WHAT IS BEING ASKED: For this listing, the lines between the one holding "canvas->drawCircle(1390.5f, 489.5f, 22.5f, paint);" and the one holding "118, f1, paint);", inclusive, must be set down exactly.

ENTRIES SHOWN:
= Beginning of Section =

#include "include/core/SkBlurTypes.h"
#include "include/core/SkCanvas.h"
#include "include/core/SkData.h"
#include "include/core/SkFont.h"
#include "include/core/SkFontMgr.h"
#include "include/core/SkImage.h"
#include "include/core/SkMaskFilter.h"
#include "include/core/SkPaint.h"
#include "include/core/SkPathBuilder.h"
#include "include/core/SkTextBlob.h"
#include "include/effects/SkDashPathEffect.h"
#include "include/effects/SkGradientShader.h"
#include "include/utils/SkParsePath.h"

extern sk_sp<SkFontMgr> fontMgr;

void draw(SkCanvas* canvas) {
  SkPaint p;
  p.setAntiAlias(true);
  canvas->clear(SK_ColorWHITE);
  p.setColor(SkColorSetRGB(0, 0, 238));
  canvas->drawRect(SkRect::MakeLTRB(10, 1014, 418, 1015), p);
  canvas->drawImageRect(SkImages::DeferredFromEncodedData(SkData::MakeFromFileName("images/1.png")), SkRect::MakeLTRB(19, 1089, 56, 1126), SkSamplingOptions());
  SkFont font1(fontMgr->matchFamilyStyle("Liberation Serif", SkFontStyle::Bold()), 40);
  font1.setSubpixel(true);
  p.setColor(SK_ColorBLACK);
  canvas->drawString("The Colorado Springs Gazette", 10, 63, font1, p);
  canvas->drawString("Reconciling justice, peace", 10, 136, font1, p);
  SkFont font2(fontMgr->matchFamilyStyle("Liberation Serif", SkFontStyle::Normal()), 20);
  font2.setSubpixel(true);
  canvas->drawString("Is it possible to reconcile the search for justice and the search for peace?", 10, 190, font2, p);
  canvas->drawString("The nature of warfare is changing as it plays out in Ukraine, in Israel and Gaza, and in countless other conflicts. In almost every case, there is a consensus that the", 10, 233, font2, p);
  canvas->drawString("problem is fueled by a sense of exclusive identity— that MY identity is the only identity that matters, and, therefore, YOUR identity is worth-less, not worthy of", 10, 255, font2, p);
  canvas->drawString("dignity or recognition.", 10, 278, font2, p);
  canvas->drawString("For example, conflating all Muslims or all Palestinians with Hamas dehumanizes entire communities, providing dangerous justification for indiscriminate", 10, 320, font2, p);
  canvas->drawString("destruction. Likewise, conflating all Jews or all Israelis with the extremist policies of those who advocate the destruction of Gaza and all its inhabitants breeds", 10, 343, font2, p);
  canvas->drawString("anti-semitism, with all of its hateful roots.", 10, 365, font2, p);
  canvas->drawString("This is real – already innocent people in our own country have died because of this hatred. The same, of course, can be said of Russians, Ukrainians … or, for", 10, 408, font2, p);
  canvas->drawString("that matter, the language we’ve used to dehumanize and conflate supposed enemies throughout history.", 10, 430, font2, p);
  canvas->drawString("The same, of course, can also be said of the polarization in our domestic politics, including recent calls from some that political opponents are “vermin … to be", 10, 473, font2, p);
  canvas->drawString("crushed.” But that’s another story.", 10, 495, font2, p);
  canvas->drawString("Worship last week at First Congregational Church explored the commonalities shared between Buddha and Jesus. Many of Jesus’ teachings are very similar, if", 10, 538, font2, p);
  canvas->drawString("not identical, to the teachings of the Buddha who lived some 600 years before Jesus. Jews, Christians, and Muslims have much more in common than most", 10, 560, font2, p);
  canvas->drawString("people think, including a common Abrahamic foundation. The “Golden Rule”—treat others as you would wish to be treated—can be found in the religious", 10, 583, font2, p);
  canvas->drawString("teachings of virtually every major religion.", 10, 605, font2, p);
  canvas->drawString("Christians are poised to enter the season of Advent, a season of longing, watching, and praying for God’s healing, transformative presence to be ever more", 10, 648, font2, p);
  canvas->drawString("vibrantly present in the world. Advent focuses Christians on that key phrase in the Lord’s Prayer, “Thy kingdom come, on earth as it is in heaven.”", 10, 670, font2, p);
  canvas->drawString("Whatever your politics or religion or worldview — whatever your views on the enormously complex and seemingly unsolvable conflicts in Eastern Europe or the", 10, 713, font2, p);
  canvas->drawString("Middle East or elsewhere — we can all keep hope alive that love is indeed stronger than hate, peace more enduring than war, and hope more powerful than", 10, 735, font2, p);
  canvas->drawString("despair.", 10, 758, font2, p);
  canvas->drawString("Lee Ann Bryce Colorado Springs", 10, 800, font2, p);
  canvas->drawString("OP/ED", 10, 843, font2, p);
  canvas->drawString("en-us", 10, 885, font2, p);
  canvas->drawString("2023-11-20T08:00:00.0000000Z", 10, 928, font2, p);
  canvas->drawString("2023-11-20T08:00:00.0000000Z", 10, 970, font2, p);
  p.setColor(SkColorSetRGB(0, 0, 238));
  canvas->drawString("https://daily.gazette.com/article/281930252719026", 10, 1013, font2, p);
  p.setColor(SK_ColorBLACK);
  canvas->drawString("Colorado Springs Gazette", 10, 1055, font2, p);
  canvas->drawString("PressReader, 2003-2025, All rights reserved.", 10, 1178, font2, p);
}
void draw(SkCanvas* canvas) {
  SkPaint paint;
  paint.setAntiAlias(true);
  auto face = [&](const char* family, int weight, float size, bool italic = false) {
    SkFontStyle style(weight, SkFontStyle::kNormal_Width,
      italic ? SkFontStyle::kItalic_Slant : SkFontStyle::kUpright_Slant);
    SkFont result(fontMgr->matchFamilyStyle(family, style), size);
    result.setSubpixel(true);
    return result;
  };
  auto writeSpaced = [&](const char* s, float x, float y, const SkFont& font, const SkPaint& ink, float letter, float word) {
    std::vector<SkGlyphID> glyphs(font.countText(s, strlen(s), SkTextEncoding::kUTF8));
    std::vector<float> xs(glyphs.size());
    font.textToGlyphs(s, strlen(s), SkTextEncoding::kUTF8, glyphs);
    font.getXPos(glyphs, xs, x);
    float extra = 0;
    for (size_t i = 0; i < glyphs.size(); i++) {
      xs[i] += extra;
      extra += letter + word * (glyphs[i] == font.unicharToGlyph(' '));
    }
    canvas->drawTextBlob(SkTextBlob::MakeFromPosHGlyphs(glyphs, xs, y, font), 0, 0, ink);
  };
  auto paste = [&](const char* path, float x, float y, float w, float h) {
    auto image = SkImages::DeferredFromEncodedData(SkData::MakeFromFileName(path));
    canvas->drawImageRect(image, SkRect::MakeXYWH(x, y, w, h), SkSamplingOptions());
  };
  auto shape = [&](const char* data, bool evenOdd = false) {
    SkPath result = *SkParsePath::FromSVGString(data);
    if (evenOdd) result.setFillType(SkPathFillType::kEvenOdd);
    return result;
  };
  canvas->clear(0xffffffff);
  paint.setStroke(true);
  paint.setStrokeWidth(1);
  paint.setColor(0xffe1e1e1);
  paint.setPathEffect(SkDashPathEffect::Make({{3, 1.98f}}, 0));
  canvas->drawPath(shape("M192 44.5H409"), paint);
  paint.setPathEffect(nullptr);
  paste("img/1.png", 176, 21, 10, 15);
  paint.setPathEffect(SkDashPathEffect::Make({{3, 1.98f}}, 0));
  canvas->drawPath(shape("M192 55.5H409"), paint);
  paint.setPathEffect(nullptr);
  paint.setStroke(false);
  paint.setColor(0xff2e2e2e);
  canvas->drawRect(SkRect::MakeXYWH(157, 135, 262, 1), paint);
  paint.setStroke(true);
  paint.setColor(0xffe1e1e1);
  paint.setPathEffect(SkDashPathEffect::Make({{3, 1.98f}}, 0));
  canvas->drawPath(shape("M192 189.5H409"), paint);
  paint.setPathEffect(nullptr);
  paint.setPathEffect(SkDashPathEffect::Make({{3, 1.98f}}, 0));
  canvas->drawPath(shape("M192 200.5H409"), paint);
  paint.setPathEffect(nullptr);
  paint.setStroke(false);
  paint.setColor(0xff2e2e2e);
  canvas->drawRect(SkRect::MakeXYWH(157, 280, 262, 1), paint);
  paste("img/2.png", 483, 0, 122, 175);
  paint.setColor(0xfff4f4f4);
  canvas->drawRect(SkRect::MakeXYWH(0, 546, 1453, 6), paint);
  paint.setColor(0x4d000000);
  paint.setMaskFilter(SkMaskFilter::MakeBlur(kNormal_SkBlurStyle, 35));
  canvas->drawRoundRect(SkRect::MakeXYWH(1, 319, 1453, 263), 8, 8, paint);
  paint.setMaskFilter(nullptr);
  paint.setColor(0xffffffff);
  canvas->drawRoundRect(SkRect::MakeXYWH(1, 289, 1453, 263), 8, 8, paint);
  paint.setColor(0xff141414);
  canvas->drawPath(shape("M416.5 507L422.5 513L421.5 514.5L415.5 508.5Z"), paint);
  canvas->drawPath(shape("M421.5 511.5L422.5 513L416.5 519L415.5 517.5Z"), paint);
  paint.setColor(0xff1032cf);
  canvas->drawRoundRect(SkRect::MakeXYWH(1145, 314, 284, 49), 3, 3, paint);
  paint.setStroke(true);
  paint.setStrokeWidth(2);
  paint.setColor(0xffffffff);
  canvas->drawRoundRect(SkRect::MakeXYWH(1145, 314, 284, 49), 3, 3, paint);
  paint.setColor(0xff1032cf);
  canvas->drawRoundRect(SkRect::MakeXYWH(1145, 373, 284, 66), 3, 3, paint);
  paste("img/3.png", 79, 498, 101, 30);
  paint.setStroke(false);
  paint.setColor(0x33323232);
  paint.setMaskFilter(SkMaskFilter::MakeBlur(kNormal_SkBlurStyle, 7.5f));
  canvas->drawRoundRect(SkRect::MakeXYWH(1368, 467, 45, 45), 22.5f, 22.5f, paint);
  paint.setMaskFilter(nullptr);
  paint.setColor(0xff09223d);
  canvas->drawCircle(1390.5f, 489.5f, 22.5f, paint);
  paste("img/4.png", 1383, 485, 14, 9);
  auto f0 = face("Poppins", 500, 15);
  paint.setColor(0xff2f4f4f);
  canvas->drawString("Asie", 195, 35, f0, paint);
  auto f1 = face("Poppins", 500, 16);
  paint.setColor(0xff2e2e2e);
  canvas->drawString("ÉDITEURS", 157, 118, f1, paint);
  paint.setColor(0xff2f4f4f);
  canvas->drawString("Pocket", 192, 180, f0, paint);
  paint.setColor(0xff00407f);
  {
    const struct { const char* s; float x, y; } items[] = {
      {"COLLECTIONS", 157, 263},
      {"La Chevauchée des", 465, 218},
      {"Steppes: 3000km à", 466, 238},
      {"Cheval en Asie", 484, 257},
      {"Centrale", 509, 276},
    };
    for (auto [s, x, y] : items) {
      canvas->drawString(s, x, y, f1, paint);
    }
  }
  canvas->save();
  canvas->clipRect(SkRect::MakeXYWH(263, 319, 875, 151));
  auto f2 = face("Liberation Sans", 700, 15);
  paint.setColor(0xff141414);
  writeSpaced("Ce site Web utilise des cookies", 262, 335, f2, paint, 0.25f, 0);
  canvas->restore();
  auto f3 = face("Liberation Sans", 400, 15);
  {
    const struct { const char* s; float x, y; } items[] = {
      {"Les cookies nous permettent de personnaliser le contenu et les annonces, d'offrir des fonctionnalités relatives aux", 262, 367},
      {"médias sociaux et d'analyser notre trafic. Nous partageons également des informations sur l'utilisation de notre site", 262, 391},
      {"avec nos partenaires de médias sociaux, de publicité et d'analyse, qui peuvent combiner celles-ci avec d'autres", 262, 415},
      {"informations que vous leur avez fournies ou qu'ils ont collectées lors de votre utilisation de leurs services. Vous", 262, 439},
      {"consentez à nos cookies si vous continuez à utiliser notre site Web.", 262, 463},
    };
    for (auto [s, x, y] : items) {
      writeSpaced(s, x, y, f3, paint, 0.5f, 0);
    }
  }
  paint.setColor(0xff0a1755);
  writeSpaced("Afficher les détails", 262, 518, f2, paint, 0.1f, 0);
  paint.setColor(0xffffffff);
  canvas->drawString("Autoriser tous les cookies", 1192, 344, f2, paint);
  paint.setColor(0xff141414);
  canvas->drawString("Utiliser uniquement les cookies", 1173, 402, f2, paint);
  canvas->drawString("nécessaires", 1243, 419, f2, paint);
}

= End of Section =

REPLY TO THE EXERCISE:
  canvas->drawCircle(1390.5f, 489.5f, 22.5f, paint);
  paste("img/4.png", 1383, 485, 14, 9);
  auto f0 = face("Poppins", 500, 15);
  paint.setColor(0xff2f4f4f);
  canvas->drawString("Asie", 195, 35, f0, paint);
  auto f1 = face("Poppins", 500, 16);
  paint.setColor(0xff2e2e2e);
  canvas->drawString("ÉDITEURS", 157, 118, f1, paint);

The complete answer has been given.